Tanıtım ve kamuoyu oluşturma adına klasikleşmiş araçlar da önemini yitirmiş değil. Radyo ve televizyon yaşamın köşebaşlarındaki yerlerinde, böyle olmaya da devam edecek.

* * *

Abhazya savaşı ile Kuzey Kafkasyalılar olarak, yaşadığımız coğrafyalarda 1864 sonrası nerede olduğumuzu (olmadığımızı) daha iyi anladık. Ne George Dumezil gibi dil emekçilerinin çalışmaları, ne de soyut "Çerkesler iyi insanlar, güzel kültürleri var" imajı yeterli olmadı. En yoğun yaşanan Türkiye'de dahi "neresidir Abhazya, kimlerdir Abhazya?" diye yola çıktık. Medya uzun süre bocaladı; Abhaz-Abaza-Abhaza-Türk Abhaza-Ayrılıkçı Abaza... kararını verinceye kadar günler geçti. Araştıranlar doğruyu buldu, araştıma zahmetine katlanmayan veya siyasi çıkarlarına denk düşmeyen, gerçekleri yansıtmak istemeyenler olayları diledikleri gibi yorumladı. Bizler ise önemini geç algıladığımız kamuoyu oluşturma adına adımlarımızı bocalayarak attık. Bir süre yığınları pasifize etmeye yönelik lobicilik çalışmalarına yoğunlaşıldı. Devletin zirvesi ile yapılan görüşme kitle desteği ile gerçekleşince anlaşıldı ki bir gücünüz varsa dikkate alınıyorsunuz.

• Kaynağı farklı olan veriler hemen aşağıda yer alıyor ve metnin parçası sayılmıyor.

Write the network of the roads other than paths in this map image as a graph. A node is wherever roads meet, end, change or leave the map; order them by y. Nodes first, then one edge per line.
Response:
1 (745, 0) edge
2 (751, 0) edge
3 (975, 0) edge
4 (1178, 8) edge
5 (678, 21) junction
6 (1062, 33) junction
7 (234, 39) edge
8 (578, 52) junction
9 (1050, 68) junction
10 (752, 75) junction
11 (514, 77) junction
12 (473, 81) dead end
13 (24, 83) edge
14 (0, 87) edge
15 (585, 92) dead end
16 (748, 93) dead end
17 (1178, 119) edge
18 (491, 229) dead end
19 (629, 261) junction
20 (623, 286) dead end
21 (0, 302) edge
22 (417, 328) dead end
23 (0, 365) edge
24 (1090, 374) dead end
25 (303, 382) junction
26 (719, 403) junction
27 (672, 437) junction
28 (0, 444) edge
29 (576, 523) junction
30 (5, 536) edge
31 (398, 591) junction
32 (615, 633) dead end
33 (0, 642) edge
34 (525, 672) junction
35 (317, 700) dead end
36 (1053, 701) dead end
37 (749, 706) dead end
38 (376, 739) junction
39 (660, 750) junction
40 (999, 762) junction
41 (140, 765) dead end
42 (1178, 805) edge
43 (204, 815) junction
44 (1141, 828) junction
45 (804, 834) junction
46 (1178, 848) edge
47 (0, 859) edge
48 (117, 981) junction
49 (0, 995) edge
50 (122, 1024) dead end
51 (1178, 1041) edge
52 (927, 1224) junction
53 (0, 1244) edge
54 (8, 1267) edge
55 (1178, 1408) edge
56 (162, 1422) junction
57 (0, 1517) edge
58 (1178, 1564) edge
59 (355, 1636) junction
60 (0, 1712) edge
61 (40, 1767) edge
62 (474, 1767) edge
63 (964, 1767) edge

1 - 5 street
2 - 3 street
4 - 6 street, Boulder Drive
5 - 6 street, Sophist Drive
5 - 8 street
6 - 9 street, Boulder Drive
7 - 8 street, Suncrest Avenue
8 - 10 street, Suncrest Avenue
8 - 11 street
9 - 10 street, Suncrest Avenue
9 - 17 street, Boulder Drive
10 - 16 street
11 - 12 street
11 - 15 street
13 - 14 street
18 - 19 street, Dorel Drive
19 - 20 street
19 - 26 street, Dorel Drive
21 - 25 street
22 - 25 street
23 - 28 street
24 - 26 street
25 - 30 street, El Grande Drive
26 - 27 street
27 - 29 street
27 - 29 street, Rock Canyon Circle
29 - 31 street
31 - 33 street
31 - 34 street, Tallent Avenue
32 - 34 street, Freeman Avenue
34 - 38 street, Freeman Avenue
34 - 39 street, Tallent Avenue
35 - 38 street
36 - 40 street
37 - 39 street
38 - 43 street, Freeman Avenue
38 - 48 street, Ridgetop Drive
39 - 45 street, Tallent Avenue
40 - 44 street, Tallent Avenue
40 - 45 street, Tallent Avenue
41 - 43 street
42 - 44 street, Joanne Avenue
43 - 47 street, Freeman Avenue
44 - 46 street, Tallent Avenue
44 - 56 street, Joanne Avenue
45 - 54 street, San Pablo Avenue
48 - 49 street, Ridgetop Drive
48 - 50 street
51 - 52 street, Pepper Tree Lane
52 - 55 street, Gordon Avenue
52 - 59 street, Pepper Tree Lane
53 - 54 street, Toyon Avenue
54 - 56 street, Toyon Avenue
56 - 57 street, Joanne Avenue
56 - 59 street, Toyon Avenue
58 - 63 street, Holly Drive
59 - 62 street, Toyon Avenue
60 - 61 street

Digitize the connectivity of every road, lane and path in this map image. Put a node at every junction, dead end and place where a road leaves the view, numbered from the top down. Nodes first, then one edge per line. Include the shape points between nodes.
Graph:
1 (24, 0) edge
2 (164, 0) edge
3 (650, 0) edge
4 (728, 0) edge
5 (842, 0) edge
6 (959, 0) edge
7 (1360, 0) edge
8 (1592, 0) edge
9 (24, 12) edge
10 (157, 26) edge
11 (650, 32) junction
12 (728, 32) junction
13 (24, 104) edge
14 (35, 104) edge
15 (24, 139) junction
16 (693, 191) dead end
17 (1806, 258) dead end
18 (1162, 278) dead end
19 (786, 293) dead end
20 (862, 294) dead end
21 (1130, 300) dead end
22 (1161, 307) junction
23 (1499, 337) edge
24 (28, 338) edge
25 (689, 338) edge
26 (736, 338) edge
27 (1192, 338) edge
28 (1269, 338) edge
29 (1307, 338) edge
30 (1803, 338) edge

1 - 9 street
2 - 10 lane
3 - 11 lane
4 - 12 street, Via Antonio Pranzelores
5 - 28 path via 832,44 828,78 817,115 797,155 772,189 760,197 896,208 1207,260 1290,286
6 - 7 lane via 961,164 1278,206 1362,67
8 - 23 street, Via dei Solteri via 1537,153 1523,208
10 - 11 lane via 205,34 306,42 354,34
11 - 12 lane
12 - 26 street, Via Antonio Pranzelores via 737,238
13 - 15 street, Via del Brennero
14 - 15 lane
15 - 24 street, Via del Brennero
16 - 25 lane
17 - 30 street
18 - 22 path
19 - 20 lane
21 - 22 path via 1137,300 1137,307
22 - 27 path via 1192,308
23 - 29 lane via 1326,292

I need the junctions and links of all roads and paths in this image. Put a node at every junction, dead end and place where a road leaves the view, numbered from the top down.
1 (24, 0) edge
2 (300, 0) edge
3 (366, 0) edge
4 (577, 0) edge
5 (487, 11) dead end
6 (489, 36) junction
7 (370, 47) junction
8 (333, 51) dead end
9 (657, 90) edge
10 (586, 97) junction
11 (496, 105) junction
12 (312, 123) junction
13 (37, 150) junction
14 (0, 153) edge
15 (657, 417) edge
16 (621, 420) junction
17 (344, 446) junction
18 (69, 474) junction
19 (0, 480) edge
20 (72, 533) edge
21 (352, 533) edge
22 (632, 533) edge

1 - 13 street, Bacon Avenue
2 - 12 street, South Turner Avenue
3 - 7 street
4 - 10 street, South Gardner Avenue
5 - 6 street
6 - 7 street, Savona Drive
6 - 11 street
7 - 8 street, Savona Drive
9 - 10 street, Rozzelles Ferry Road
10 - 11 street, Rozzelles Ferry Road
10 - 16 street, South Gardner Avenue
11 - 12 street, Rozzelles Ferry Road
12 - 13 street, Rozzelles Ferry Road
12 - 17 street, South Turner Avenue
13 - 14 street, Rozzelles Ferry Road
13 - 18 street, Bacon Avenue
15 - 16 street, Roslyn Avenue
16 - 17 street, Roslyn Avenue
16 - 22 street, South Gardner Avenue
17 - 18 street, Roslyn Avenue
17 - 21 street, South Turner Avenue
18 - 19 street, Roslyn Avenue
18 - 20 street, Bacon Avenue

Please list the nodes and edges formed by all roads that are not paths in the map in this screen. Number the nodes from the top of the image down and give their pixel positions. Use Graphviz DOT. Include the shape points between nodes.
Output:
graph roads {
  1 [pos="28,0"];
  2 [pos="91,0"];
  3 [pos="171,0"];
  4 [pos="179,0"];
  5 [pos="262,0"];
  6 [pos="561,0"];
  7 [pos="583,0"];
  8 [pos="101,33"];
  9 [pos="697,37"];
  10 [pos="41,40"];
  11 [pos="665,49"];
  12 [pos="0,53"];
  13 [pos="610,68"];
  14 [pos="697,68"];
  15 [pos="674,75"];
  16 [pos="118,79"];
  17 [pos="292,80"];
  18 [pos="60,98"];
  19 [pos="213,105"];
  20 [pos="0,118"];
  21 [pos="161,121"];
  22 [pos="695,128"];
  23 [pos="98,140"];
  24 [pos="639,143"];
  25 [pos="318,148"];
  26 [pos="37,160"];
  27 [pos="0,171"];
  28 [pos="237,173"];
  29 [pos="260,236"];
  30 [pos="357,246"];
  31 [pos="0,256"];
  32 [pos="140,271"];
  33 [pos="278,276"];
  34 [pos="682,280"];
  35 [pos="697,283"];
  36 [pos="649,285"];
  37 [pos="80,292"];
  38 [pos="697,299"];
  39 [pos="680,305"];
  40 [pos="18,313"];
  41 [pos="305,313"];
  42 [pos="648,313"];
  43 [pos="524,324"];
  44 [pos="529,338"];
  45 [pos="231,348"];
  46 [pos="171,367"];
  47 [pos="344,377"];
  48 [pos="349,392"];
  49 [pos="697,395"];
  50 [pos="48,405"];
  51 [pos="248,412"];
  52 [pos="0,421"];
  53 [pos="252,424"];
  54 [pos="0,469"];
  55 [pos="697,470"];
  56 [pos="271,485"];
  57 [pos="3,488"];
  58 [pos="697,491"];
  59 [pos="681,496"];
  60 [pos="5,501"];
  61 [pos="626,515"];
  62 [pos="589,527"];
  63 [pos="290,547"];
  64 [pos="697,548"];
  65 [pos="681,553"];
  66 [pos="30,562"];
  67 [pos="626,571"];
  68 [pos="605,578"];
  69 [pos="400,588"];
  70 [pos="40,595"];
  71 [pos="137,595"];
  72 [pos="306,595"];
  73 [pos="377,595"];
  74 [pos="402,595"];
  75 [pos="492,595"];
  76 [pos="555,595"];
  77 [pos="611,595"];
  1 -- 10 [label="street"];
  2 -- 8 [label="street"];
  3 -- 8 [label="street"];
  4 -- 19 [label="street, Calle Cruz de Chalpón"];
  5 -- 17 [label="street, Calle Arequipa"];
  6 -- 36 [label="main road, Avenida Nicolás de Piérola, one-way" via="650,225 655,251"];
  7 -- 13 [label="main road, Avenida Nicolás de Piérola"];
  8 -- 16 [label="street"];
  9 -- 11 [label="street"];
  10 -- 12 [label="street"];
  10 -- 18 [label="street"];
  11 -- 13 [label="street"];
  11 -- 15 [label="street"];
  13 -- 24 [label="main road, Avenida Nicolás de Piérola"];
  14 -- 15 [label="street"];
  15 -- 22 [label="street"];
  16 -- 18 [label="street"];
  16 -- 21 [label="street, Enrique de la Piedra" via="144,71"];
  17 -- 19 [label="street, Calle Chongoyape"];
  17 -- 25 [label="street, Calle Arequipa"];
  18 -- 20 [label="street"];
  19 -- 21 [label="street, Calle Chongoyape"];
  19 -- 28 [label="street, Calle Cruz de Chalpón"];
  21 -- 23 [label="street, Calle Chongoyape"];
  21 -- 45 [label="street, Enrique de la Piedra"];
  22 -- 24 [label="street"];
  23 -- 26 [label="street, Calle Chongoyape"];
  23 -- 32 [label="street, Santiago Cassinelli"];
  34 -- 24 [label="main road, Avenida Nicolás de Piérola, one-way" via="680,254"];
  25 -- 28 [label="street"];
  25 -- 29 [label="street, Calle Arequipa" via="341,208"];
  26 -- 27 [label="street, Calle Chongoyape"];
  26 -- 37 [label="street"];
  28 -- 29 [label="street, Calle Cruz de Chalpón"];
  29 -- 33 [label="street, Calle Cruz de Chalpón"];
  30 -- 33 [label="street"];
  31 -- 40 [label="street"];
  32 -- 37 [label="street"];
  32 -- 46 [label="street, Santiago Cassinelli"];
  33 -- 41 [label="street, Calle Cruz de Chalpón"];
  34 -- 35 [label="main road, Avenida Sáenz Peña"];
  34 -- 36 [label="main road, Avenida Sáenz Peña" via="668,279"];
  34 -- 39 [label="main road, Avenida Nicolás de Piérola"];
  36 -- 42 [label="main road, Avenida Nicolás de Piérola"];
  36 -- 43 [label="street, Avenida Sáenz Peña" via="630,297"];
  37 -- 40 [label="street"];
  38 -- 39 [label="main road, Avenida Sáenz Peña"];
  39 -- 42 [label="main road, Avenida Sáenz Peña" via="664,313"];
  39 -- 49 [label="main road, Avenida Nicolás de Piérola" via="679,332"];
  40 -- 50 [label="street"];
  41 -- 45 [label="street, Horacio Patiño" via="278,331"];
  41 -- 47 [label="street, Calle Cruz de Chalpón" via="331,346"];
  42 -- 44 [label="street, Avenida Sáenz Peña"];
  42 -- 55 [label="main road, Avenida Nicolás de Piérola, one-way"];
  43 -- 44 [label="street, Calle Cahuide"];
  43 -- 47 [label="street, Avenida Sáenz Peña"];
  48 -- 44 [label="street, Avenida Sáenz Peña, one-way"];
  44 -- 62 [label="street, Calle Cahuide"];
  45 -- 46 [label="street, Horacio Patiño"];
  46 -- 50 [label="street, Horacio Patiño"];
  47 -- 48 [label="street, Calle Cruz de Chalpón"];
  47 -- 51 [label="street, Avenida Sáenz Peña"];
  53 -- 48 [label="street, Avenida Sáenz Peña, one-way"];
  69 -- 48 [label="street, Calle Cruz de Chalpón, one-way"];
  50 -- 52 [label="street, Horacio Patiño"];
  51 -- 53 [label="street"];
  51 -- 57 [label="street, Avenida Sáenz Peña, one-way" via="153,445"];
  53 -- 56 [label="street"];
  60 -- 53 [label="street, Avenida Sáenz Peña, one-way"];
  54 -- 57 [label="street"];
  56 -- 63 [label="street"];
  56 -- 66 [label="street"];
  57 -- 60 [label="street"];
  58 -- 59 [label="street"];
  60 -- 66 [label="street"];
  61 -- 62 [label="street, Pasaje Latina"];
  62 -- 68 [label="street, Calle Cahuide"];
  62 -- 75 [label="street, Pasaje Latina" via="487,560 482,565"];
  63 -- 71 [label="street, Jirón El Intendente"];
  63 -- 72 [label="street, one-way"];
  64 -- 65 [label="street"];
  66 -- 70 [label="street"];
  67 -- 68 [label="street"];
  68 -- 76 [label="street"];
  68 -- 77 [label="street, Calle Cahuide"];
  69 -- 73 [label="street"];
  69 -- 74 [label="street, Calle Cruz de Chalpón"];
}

Abhazya savaşı sonrası yaşanan Çeçenistan savası ise Kuzey Kafkasyalıların, etniklikleri ve kültürleri ile birarada olamayacakları siyasal çevrelerle birlikte anılmasına yol açtı. Nedenler uzun uzun tartışılabilir, ancak bir gerçek var ki medya bayrak ve kukla yakarak siyasi şov yapanları Çeçenistan savaşı ile özdeşleştirildi ve kamuoyu bu doğrultuda yönlendirildi. Çeçenistan'da insan hakları ihlallerini Rusya Federasyonu gözlemcileri onaylarken, Türkiye'de medya Avrasya ile ilgili "terörist mi, eylemci mi?" sorgulamasını sürdürdü günlerce.

Abhazya savaşı koşullarında insanların ilgisizliğine, taleplerimize karşı soğukluğuna bakarak "vay be" çekerken, 1864'den bu yana nerede kaldığımızı sorgulamıyorduk. Çeçenistan savaşında etnik kimliğimizi dahabaştan reddedenlerin siyasi şovları medyada yer alır ve kamuoyu bizleri siyasi angajmana tabi tutarken, biz gazete elimizde söyleniyor veya televizyon karşısında kendi-kendimize homurdanıyorduk. Doğrusu sesimizi yükseltme gereği de duymadık, sessiz sitemlerimizle geçiştirdik olayları.

* * *

Kültürlerin korunabilmesinin, tanıtılabilmesinin ve geleceğe taşınabilmesinin yolu savaşlar değil, terör eylemleri hiç değil. Toplumların kendi içlerine dönük yaşamaları veya sorunların çözümü için yüksek düzeyde temaslar da değil. Görsel tanıtımın yeterli olmadığı da açık. Beğeniyle izlenen Kafkas folkloru-düğünü, iştahla yenen Çerkes tavuğu insanların kafasında Çerkes Ethem'e galip gelemiyor.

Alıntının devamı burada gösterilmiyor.